Ese sería un museo para ser visitado con frecuencia. Un museo que cuidaríamos como tesoro muy preciado, porque no solo es natural sino también sobrenatural, en el sentido arriba indicado. Por ejemplo, unas preguntas de un cierto tipo de examen de conciencia podrían ser: ¿He ‘visitado’ mi museo de esos mensajes divinos? ¿He recorrido recientemente los pasadizos magníficos y dorados de esas bellas recordaciones? ¿He buscado seguir alimentando ese museo, parando de vez en cuando del corre-corre de la vida, para ver qué hay de reflejos de la divinidad en tantas cosas maravillosas que me rodean, en el magisterio?

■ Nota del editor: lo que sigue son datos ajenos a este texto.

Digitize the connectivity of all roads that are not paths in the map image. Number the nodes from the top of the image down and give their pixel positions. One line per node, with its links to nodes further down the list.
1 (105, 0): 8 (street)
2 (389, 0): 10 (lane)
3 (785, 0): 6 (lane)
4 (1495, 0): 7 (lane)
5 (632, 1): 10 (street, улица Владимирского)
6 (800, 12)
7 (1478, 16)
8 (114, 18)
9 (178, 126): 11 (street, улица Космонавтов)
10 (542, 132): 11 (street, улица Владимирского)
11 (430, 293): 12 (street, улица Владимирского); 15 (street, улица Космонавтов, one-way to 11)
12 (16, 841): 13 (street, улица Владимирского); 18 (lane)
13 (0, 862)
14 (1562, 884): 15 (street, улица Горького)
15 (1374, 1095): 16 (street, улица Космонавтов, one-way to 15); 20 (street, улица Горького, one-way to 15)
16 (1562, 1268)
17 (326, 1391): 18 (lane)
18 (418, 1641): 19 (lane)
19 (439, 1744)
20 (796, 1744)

Ese museo legendario es algo así como un «Castillo Dorado», en el cuál me puedo refugiar y restaurar de las heridas conseguidas en las batallas de la vida.

Es más: ¿No habría una forma de trabar las batallas cotidianas, pero desde este Castillo Dorado? ¿Sí, a veces sumergiéndose en el lodo del terreno donde nos es preciso combatir, pero sin abandonar en espíritu este palacio dorado? Creemos que sí. Creemos que los santos así lo eran.

Sería algo así como habitar en ese monte Carmelo del que hablaba San Juan de la Cruz, esa colina de perfección donde solo mora la honra y la gloria de Dios.